David Nuyoma, outgoing CEO and principal officer of the Government Institutions Pension Fund, believes valuable lessons were learned by both the fund and the regulator, the Namibia Financial Institution Supervisory Authority, from the now infamous Development Capital Portfolio saga.
Commenting during a one-on-one exit interview, as he prepares to vacate the position he held for a decade, at the end of this week, Nuyoma said, “Unfortunately, the DCP saga is one of the major misunderstandings in Namibia”.
Between 1995 and 2005, well before Nuyoma joined the Government Institutions Pension Fund (GIPF), the now-defunct DCP disbursed just over N$661 million to 21 companies by way of equity and debt.
Since then, the fund has managed to collect more than N$1.1 billion in dividends, interest and capital repayments.
This means that GIPF’s total profits realised from the DCP as of 31 March 2019 stood at just over N$458 million, with 12 of the 21 investments incurring losses exceeding N$386 million.
“It was a lesson not only for GIPF but also for the regulator,” said Nuyoma last week, noting that the entire DCP fiasco resulted in the regulator drawing up new regulations, namely regulations 28 and 29, to stipulate precisely how pension fund investments must be realised.
GIPF’s DCP commenced in 1995 with the intent of providing development capital to local businesses with growth potential and developmental impact.
The programme was intended to promote economic growth and to develop domestic industrial capacity but was soon fraught with irregularities that left the fund and law enforcement agencies scrambling for answers.
“From our side, we have been looking at what we can do and what measures we can implement to mitigate investments. I say mitigate because in the investment world, you can never guarantee a return because you do not know what will happen tomorrow,” Nuyoma explained.
“There is always something that can happen. For instance, who would have forecast that war would have broken out in Europe? These things impact us all in a significant way and you have to remember to invest in those assets that are essential,” Nuyoma said.
He added that “somehow”, when the DCP matter came to the fore, local media reported that the entire N$600 million was lost. “This is not true,” said Nuyoma.
Admitting that some DCP investments are still being investigated by law enforcement, Nuyoma explained to New Era that the entire portfolio contained certain underlying investments.
“Some of these investments succeeded, and those were actually more than those that failed. This means that in 2019, when we looked at the N$600 million deployed, more than N$1.1 billion was actually realised out of those investments. So, there was actually a profit made out of the DCP,” said Nuyoma.
He added that while some of the underlying investments did not produce any profits, there are still some specific investments that are still yielding good results.
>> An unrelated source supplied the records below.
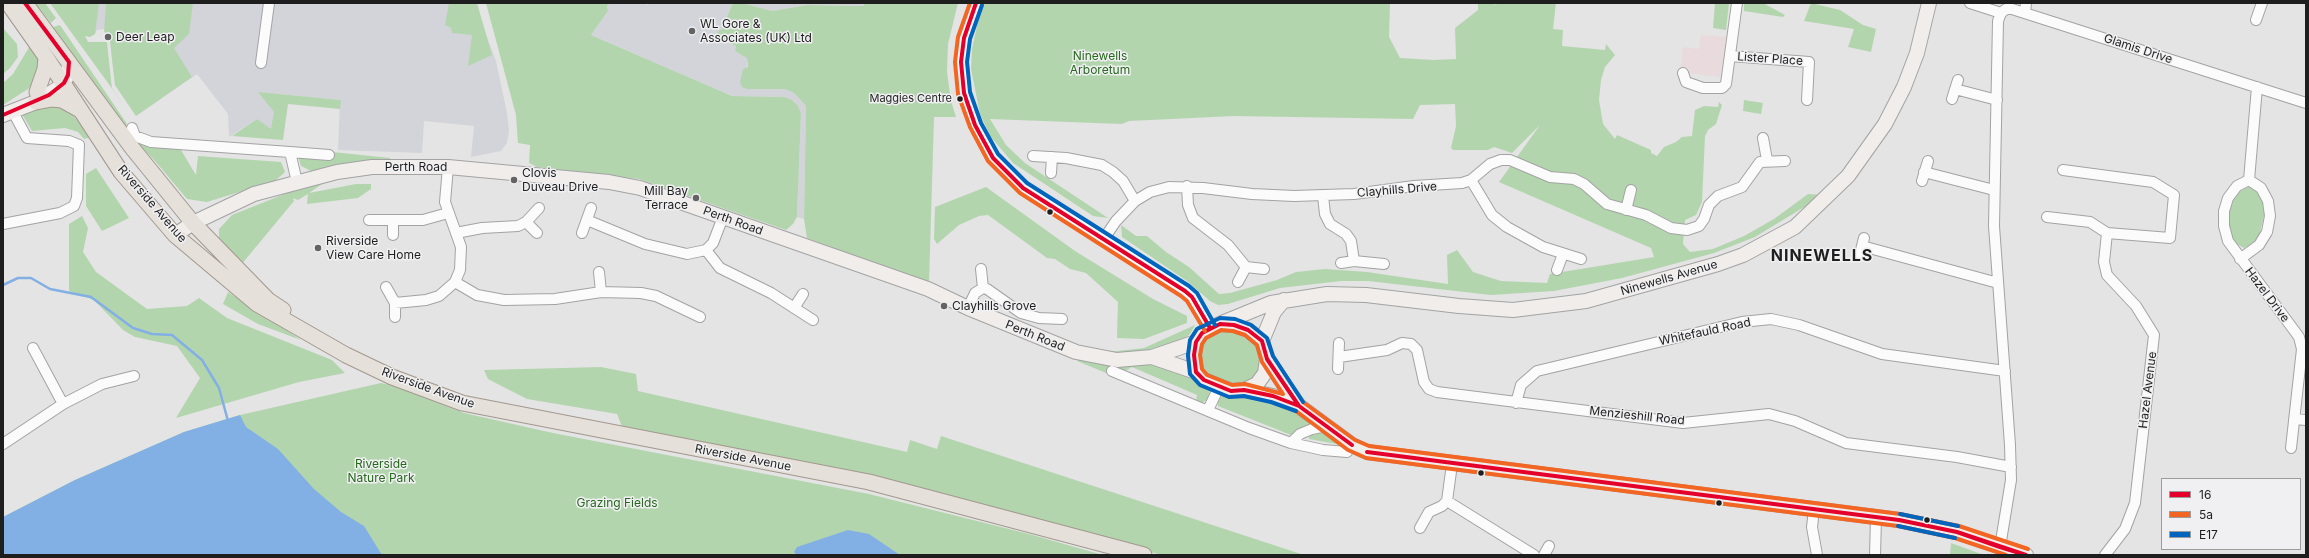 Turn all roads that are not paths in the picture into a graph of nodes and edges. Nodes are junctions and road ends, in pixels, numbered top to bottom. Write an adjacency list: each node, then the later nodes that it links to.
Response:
1 (8, 3): 14 (main road, Riverside Avenue)
2 (25, 3): 17 (main road, Riverside Avenue)
3 (269, 3): 15 (street)
4 (976, 3): 64 (street)
5 (1737, 3): 13 (street)
6 (1970, 3): 10 (street, Glamis Drive)
7 (2026, 3): 11 (street)
8 (2262, 3): 12 (street)
9 (1927, 7): 85 (street, Ninewells Avenue)
10 (2001, 13): 11 (street, Glamis Drive); 22 (street)
11 (2025, 13): 18 (street, Glamis Drive)
12 (2256, 20)
13 (1730, 56): 16 (street); 21 (street, Lister Place)
14 (46, 57): 17 (main road, Riverside Avenue); 20 (main road)
15 (261, 63)
16 (1683, 73)
17 (68, 75): 20 (street); 25 (main road, Riverside Avenue); 57 (main road, Riverside Avenue)
18 (2257, 88): 23 (street, Glamis Drive); 39 (street)
19 (1955, 89): 22 (street)
20 (37, 97): 24 (street); 25 (main road)
21 (1807, 100)
22 (1997, 100): 43 (street)
23 (2306, 103)
24 (11, 112): 56 (street)
25 (83, 112): 62 (main road, Riverside Avenue)
26 (132, 128): 28 (street)
27 (1763, 138): 32 (street)
28 (290, 152): 29 (street); 40 (street)
29 (329, 155)
30 (1033, 156): 31 (street)
31 (1052, 157): 37 (street); 45 (street)
32 (1767, 160): 33 (street); 48 (street, Clayhills Drive)
33 (1785, 161)
34 (1928, 161): 43 (street)
35 (448, 167): 40 (street, Perth Road); 49 (street); 50 (street, Perth Road)
36 (2063, 170): 61 (street)
37 (1051, 173)
38 (1471, 180): 44 (street, Clayhills Drive); 48 (street, Clayhills Drive); 67 (street)
39 (2249, 180): 69 (street, Hazel Drive); 69 (street, Hazel Drive)
40 (297, 182): 57 (street, Perth Road)
41 (1187, 186): 44 (street, Clayhills Drive); 45 (street, Clayhills Drive); 73 (street)
42 (1631, 190): 48 (street)
43 (1994, 190): 80 (street)
44 (1324, 196): 70 (street)
45 (1135, 201): 64 (street, Clayhills Drive)
46 (539, 208): 55 (street)
47 (591, 208): 54 (street)
48 (1626, 210)
49 (448, 213): 53 (street); 58 (street)
50 (723, 217): 66 (street); 88 (street, Perth Road)
51 (2047, 217): 61 (street)
52 (368, 220): 53 (street)
53 (393, 220): 63 (street)
54 (587, 220): 60 (street); 66 (street)
55 (526, 222): 58 (street); 59 (street)
56 (3, 224)
57 (193, 224): 62 (street, Perth Road); 99 (main road, Riverside Avenue)
58 (456, 233): 78 (street)
59 (537, 233)
60 (582, 233)
61 (2107, 233): 133 (street, Hazel Avenue)
62 (175, 235): 99 (main road, Riverside Avenue)
63 (393, 235)
64 (1103, 240): 93 (street)
65 (1862, 246): 80 (street)
66 (706, 250): 87 (street)
67 (1563, 254): 68 (street); 76 (street)
68 (1581, 259)
69 (2240, 259): 98 (street, Hazel Drive)
70 (1354, 261): 71 (street); 72 (street)
71 (1341, 263)
72 (1384, 264)
73 (1246, 267): 75 (street); 79 (street)
74 (981, 270): 82 (street)
75 (1264, 270)
76 (1557, 270)
77 (600, 272): 83 (street)
78 (455, 282): 83 (street); 86 (street)
79 (1238, 282)
80 (1998, 283): 105 (street)
81 (386, 286): 86 (street)
82 (983, 288): 88 (street); 91 (street)
83 (600, 292): 90 (street)
84 (803, 294): 87 (street)
85 (1284, 300): 93 (street, Ninewells Avenue); 94 (street)
86 (395, 303): 89 (street)
87 (794, 308): 92 (street)
88 (968, 308): 101 (street, Perth Road)
89 (395, 316)
90 (700, 317)
91 (1062, 319)
92 (813, 320)
93 (1215, 326): 94 (street); 95 (street, Perth Road)
94 (1262, 341): 102 (street, Perth Road)
95 (1196, 342): 101 (street, Perth Road); 106 (street)
96 (1339, 343): 100 (street)
97 (33, 348): 111 (street)
98 (2304, 348): 114 (street, Hazel Drive)
99 (346, 355): 128 (main road, Riverside Avenue)
100 (1339, 356): 103 (street); 110 (street, Menzieshill Road)
101 (1152, 357): 106 (street, Perth Road)
102 (1267, 359): 109 (street); 112 (street, Perth Road)
103 (1338, 370)
104 (1112, 371): 113 (street)
105 (2005, 371): 110 (street, Whitefauld Road); 122 (street)
106 (1196, 372): 108 (street, Perth Road)
107 (134, 376): 111 (street)
108 (1219, 387): 109 (street, Perth Road); 113 (street)
109 (1244, 390): 112 (street, Perth Road)
110 (1516, 402): 122 (street, Menzieshill Road)
111 (63, 404): 118 (street)
112 (1300, 406): 116 (street, Perth Road)
113 (1208, 410): 117 (street)
114 (2294, 419): 115 (street); 119 (street, Hazel Drive)
115 (2306, 420)
116 (1326, 426): 117 (street); 121 (street, Perth Road)
117 (1291, 443): 120 (street)
118 (3, 444)
119 (2291, 448)
120 (1347, 452)
121 (1452, 464): 123 (street); 124 (street, Perth Road)
122 (2011, 467): 127 (street)
123 (1447, 501): 126 (street); 129 (street)
124 (1814, 510): 125 (street, Perth Road); 130 (street)
125 (1876, 518): 127 (street, Perth Road); 131 (street)
126 (1420, 528)
127 (2000, 547): 132 (street, Perth Road)
128 (1144, 555)
129 (1534, 555)
130 (1817, 555)
131 (1875, 555)
132 (2026, 555)
133 (2105, 555)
Said Nuyoma: “The other day, I was at the Windhoek Country Club and Resort, and people don’t know that hotel was one of the investments made through the DCP. I was the one who personally went to collect the last check from the WCCR. We have good investments. We are the single largest investor in FNB, with over 15%. We get excellent value out of that portfolio”.
Now, as he prepares to leave the GIPF after more than 10 years at the helm, Nuyoma had some encouraging words for the successor: “GIPF has matured operationally. It really consists of a team of professionals.
The advice for my successor is to follow the strategy. This is a team effort, and one important ingredient for success is to have a good relationship with the board. Have a transparent, respectful, courteous and professional relationship with the board.
“Remember that as a pension fund, the board is the one accountable and tasked to manage the affairs of the fund. The board then delegates through the CEO and principal officer. What has made us tick throughout is the relentless pursuit of strategy and constantly hitting a 90% target of deliverables.”